From: Zhang Weiwu (weiwuzhang@hotmail.com)
Date: Thu Feb 13 2003 - 07:56:46 EST
Are you tring to recognized it by eyes or in your program?
If the webpage is in unicode, it's hard to say. The bad thing is, unlike the "La", "The", "Die" in European languages, the most frequent ideographs in both Chinese text form are almost the same. Perhaps the ideograph for the meaning "for" (wei in Mandarin pinyin) is the most significant recognizable one.

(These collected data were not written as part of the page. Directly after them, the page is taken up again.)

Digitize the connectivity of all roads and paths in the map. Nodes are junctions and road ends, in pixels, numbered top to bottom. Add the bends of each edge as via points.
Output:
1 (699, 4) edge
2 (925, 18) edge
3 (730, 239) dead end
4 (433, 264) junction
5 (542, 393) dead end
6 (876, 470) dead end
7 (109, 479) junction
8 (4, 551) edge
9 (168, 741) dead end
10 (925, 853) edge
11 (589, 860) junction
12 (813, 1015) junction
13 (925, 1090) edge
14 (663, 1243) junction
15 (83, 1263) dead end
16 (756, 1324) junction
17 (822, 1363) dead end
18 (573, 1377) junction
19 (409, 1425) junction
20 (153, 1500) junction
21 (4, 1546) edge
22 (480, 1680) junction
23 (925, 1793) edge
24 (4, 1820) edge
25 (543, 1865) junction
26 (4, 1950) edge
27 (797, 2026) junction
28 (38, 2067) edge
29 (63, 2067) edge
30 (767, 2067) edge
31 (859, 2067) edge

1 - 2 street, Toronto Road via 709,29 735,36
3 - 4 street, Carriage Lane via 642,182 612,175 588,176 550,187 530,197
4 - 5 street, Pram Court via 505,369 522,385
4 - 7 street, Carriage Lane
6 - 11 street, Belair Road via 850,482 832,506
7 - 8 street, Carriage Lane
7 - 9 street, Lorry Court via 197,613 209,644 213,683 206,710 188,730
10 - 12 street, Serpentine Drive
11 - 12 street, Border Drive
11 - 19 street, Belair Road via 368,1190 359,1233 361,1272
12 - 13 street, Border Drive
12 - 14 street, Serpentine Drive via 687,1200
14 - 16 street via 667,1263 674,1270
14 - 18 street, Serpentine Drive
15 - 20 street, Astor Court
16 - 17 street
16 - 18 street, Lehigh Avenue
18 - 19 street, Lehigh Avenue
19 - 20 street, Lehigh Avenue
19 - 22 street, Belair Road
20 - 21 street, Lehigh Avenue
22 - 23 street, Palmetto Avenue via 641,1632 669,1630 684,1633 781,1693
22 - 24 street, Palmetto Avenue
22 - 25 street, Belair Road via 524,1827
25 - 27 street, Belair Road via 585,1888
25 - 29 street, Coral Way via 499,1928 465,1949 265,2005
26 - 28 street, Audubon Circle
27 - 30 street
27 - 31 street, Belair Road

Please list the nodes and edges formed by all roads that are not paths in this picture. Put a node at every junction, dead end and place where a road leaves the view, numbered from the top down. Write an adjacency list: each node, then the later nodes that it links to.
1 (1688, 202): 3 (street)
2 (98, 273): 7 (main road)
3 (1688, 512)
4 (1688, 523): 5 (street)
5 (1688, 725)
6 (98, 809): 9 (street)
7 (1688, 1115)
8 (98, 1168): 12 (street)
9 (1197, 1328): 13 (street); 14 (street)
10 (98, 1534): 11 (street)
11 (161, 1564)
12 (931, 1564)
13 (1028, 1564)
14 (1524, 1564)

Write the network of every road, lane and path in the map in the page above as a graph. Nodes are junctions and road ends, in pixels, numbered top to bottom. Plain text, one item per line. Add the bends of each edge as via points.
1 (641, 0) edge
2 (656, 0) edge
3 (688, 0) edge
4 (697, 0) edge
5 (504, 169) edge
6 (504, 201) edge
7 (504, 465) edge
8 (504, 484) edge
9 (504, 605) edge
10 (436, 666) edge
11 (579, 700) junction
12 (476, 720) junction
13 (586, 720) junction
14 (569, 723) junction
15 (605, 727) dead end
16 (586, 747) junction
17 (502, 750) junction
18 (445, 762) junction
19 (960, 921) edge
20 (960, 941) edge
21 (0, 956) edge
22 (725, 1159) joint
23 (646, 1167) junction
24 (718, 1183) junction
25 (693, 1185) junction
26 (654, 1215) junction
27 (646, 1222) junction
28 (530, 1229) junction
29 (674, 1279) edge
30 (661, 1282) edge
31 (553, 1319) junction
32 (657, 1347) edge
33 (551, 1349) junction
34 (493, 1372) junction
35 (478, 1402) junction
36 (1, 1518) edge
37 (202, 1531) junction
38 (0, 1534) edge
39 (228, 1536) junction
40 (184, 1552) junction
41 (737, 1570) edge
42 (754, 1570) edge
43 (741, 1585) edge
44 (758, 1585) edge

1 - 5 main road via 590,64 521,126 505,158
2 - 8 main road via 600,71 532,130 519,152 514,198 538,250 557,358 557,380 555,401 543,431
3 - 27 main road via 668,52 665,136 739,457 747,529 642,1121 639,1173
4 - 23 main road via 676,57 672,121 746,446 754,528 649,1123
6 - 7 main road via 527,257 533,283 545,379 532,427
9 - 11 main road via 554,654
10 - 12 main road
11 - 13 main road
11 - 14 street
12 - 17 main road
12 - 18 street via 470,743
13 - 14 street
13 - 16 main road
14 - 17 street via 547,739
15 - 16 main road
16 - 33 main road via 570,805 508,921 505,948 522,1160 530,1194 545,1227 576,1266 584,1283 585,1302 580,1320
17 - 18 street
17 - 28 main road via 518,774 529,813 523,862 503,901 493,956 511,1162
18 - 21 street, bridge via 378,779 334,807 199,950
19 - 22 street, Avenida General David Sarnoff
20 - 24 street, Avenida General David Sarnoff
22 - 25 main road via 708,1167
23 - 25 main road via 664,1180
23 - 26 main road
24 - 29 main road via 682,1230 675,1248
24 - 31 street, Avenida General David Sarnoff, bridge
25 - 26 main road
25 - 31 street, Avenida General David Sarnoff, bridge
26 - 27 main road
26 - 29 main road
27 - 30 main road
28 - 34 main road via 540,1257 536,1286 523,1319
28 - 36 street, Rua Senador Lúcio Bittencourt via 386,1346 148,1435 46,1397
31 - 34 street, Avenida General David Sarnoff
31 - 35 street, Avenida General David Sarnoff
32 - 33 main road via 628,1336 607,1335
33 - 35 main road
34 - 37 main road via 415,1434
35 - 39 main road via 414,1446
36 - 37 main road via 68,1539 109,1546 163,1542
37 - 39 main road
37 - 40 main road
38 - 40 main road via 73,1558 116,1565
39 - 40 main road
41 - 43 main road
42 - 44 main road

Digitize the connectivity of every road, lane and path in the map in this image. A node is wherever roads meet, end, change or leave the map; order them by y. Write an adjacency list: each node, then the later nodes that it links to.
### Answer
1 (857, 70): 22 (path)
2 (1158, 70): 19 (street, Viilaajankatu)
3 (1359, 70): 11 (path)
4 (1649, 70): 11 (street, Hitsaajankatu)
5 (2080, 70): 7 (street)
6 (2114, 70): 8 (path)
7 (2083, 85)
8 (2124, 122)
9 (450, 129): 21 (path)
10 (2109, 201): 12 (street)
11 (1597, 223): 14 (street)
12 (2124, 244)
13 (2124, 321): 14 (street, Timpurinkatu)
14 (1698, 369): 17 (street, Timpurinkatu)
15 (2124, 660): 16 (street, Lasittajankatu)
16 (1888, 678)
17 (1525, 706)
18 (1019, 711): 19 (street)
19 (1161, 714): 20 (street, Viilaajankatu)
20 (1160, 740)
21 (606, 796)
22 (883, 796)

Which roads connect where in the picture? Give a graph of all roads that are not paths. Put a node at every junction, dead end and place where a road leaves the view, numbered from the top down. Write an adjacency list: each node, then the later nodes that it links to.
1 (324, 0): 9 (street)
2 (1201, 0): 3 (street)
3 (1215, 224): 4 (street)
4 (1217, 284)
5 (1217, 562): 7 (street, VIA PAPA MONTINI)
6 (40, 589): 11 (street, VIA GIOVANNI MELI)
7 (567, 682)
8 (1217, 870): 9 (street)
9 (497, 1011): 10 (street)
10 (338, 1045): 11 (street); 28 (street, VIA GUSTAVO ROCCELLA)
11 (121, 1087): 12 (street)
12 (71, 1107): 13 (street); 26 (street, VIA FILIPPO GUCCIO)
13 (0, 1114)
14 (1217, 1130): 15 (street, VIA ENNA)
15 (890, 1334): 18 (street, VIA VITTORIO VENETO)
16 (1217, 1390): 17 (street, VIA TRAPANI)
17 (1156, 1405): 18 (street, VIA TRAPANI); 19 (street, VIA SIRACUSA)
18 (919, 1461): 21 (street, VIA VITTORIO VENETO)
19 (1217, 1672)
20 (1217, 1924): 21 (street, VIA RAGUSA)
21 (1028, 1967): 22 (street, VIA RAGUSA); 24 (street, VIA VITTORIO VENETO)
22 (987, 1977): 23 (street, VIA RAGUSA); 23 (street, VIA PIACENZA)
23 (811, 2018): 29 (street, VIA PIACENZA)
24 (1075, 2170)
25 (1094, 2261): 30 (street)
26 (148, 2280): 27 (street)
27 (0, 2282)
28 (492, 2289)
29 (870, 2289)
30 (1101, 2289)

The traditional one 70BA looks like:
http://www.unicode.org/cgi-bin/GetUnihanData.pl?codepoint=70BA
The simplified one 4E3A looks like:
http://www.unicode.org/cgi-bin/GetUnihanData.pl?codepoint=4E3A
And the most common measure word (a bit like the article "a" in English) is different.
The traditional 500B
http://www.unicode.org/cgi-bin/GetUnihanData.pl?codepoint=500B
The simplified 4E2A
http://www.unicode.org/cgi-bin/GetUnihanData.pl?codepoint=4E2A
If the webpage isn't in unicode, a simple rule is most traditional Chinese webpages are coded "Big5", most simplified Chinese webpages are coded "GB2312" or "GB18030".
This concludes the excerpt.